To do →
The records that follow are to be repeated in full, with no pictures retained.
────────────────────────────────────────
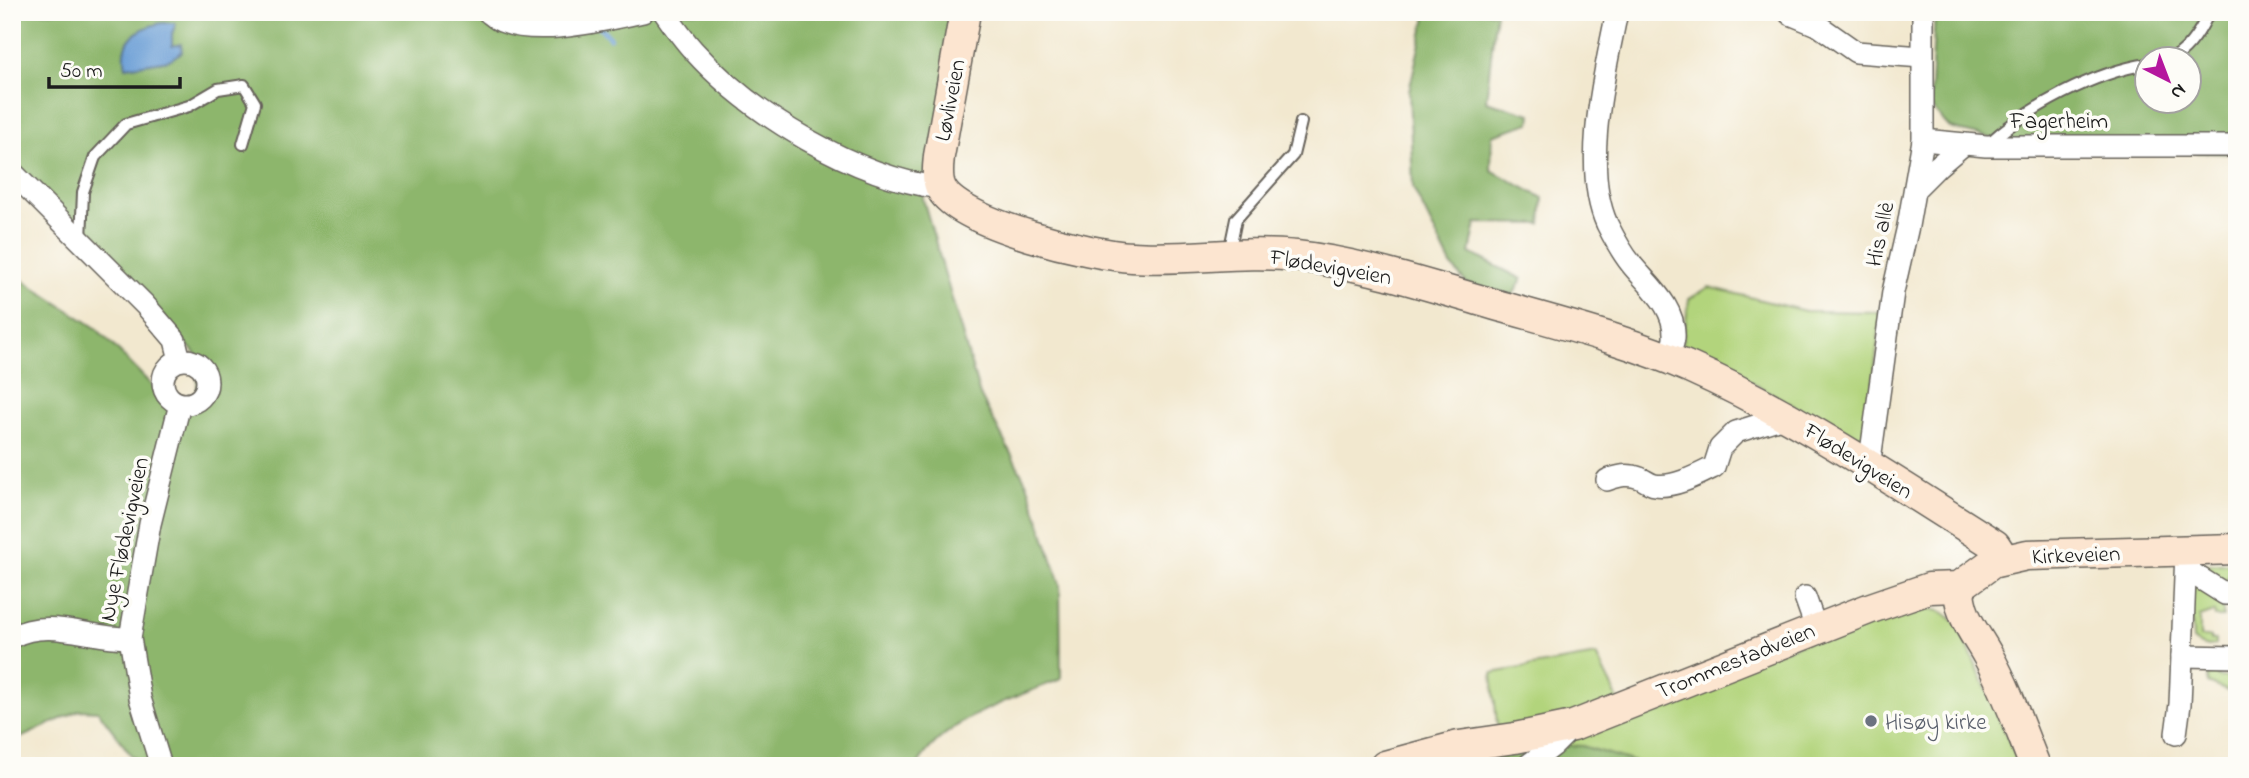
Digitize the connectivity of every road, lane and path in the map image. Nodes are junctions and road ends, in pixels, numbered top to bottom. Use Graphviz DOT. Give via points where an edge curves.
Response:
graph roads {
  1 [pos="488,12"];
  2 [pos="643,12"];
  3 [pos="664,12"];
  4 [pos="965,12"];
  5 [pos="1617,12"];
  6 [pos="1923,12"];
  7 [pos="2209,12"];
  8 [pos="1790,13"];
  9 [pos="2187,46"];
  10 [pos="1922,57"];
  11 [pos="2134,66"];
  12 [pos="1301,122"];
  13 [pos="1923,140"];
  14 [pos="243,144"];
  15 [pos="1964,144"];
  16 [pos="1986,146"];
  17 [pos="2237,146"];
  18 [pos="12,172"];
  19 [pos="941,188"];
  20 [pos="1915,189"];
  21 [pos="81,240"];
  22 [pos="1229,253"];
  23 [pos="1667,358"];
  24 [pos="180,360"];
  25 [pos="180,404"];
  26 [pos="1787,416"];
  27 [pos="1869,467"];
  28 [pos="1607,480"];
  29 [pos="2237,550"];
  30 [pos="2004,559"];
  31 [pos="2186,561"];
  32 [pos="1965,583"];
  33 [pos="2237,594"];
  34 [pos="1805,597"];
  35 [pos="1816,628"];
  36 [pos="12,637"];
  37 [pos="130,638"];
  38 [pos="2182,656"];
  39 [pos="2237,657"];
  40 [pos="1573,726"];
  41 [pos="2176,734"];
  42 [pos="161,766"];
  43 [pos="1385,766"];
  44 [pos="1527,766"];
  45 [pos="2035,766"];
  1 -- 2 [label="street" via="501,22 535,28"];
  3 -- 19 [label="street" via="694,51 786,127 848,161 916,185"];
  4 -- 19 [label="main road, Løvliveien" via="939,156"];
  5 -- 23 [label="street" via="1600,95 1597,184 1606,222 1619,246 1667,308 1674,338"];
  6 -- 10 [label="street, His allè"];
  7 -- 9 [label="lane" via="2201,31"];
  8 -- 10 [label="street" via="1819,26 1856,52"];
  10 -- 13 [label="street, His allè"];
  11 -- 16 [label="lane" via="2080,85 2009,125"];
  12 -- 22 [label="lane" via="1293,155 1236,219"];
  13 -- 15 [label="street, Fagerheim"];
  13 -- 20 [label="street, His allè"];
  14 -- 21 [label="lane" via="255,103 244,85 218,89 189,106 126,124 95,158 83,192"];
  15 -- 16 [label="street, Fagerheim"];
  15 -- 20 [label="street"];
  16 -- 17 [label="street, Fagerheim"];
  18 -- 21 [label="street"];
  19 -- 22 [label="main road, Flødevigveien" via="953,203 970,212 1086,251 1164,258"];
  20 -- 27 [label="street, His allè" via="1893,292"];
  21 -- 24 [label="street" via="175,341"];
  22 -- 23 [label="main road, Flødevigveien" via="1297,256 1405,279"];
  23 -- 26 [label="main road, Flødevigveien"];
  24 -- 25 [label="street" via="167,368 162,382 167,396"];
  24 -- 25 [label="street" via="194,361 207,378 201,398"];
  25 -- 37 [label="street, Nye Flødevigveien" via="150,524"];
  26 -- 27 [label="main road, Flødevigveien"];
  26 -- 28 [label="street" via="1736,432 1720,448 1714,467 1696,475 1665,485 1619,475"];
  27 -- 30 [label="main road, Flødevigveien" via="1995,545"];
  29 -- 31 [label="main road, Kirkeveien"];
  30 -- 31 [label="main road, Kirkeveien" via="2038,554"];
  30 -- 32 [label="main road, Kirkeveien"];
  31 -- 33 [label="street" via="2225,593"];
  31 -- 38 [label="street"];
  32 -- 35 [label="main road, Trommestadveien" via="1930,588"];
  32 -- 45 [label="main road" via="1959,601 1968,626 1988,656"];
  34 -- 35 [label="street"];
  35 -- 40 [label="main road, Trommestadveien"];
  36 -- 37 [label="street" via="40,628"];
  37 -- 42 [label="street, Nye Flødevigveien" via="140,698"];
  38 -- 39 [label="street"];
  38 -- 41 [label="street"];
  40 -- 43 [label="main road" via="1459,746"];
  40 -- 44 [label="street, Trommestadveien"];
}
────────────────────────────────────────
Task answer →
Digitize the connectivity of every road, lane and path in the map image. Nodes are junctions and road ends, in pixels, numbered top to bottom. Use Graphviz DOT. Give via points where an edge curves.
Response:
graph roads {
  1 [pos="488,12"];
  2 [pos="643,12"];
  3 [pos="664,12"];
  4 [pos="965,12"];
  5 [pos="1617,12"];
  6 [pos="1923,12"];
  7 [pos="2209,12"];
  8 [pos="1790,13"];
  9 [pos="2187,46"];
  10 [pos="1922,57"];
  11 [pos="2134,66"];
  12 [pos="1301,122"];
  13 [pos="1923,140"];
  14 [pos="243,144"];
  15 [pos="1964,144"];
  16 [pos="1986,146"];
  17 [pos="2237,146"];
  18 [pos="12,172"];
  19 [pos="941,188"];
  20 [pos="1915,189"];
  21 [pos="81,240"];
  22 [pos="1229,253"];
  23 [pos="1667,358"];
  24 [pos="180,360"];
  25 [pos="180,404"];
  26 [pos="1787,416"];
  27 [pos="1869,467"];
  28 [pos="1607,480"];
  29 [pos="2237,550"];
  30 [pos="2004,559"];
  31 [pos="2186,561"];
  32 [pos="1965,583"];
  33 [pos="2237,594"];
  34 [pos="1805,597"];
  35 [pos="1816,628"];
  36 [pos="12,637"];
  37 [pos="130,638"];
  38 [pos="2182,656"];
  39 [pos="2237,657"];
  40 [pos="1573,726"];
  41 [pos="2176,734"];
  42 [pos="161,766"];
  43 [pos="1385,766"];
  44 [pos="1527,766"];
  45 [pos="2035,766"];
  1 -- 2 [label="street" via="501,22 535,28"];
  3 -- 19 [label="street" via="694,51 786,127 848,161 916,185"];
  4 -- 19 [label="main road, Løvliveien" via="939,156"];
  5 -- 23 [label="street" via="1600,95 1597,184 1606,222 1619,246 1667,308 1674,338"];
  6 -- 10 [label="street, His allè"];
  7 -- 9 [label="lane" via="2201,31"];
  8 -- 10 [label="street" via="1819,26 1856,52"];
  10 -- 13 [label="street, His allè"];
  11 -- 16 [label="lane" via="2080,85 2009,125"];
  12 -- 22 [label="lane" via="1293,155 1236,219"];
  13 -- 15 [label="street, Fagerheim"];
  13 -- 20 [label="street, His allè"];
  14 -- 21 [label="lane" via="255,103 244,85 218,89 189,106 126,124 95,158 83,192"];
  15 -- 16 [label="street, Fagerheim"];
  15 -- 20 [label="street"];
  16 -- 17 [label="street, Fagerheim"];
  18 -- 21 [label="street"];
  19 -- 22 [label="main road, Flødevigveien" via="953,203 970,212 1086,251 1164,258"];
  20 -- 27 [label="street, His allè" via="1893,292"];
  21 -- 24 [label="street" via="175,341"];
  22 -- 23 [label="main road, Flødevigveien" via="1297,256 1405,279"];
  23 -- 26 [label="main road, Flødevigveien"];
  24 -- 25 [label="street" via="167,368 162,382 167,396"];
  24 -- 25 [label="street" via="194,361 207,378 201,398"];
  25 -- 37 [label="street, Nye Flødevigveien" via="150,524"];
  26 -- 27 [label="main road, Flødevigveien"];
  26 -- 28 [label="street" via="1736,432 1720,448 1714,467 1696,475 1665,485 1619,475"];
  27 -- 30 [label="main road, Flødevigveien" via="1995,545"];
  29 -- 31 [label="main road, Kirkeveien"];
  30 -- 31 [label="main road, Kirkeveien" via="2038,554"];
  30 -- 32 [label="main road, Kirkeveien"];
  31 -- 33 [label="street" via="2225,593"];
  31 -- 38 [label="street"];
  32 -- 35 [label="main road, Trommestadveien" via="1930,588"];
  32 -- 45 [label="main road" via="1959,601 1968,626 1988,656"];
  34 -- 35 [label="street"];
  35 -- 40 [label="main road, Trommestadveien"];
  36 -- 37 [label="street" via="40,628"];
  37 -- 42 [label="street, Nye Flødevigveien" via="140,698"];
  38 -- 39 [label="street"];
  38 -- 41 [label="street"];
  40 -- 43 [label="main road" via="1459,746"];
  40 -- 44 [label="street, Trommestadveien"];
}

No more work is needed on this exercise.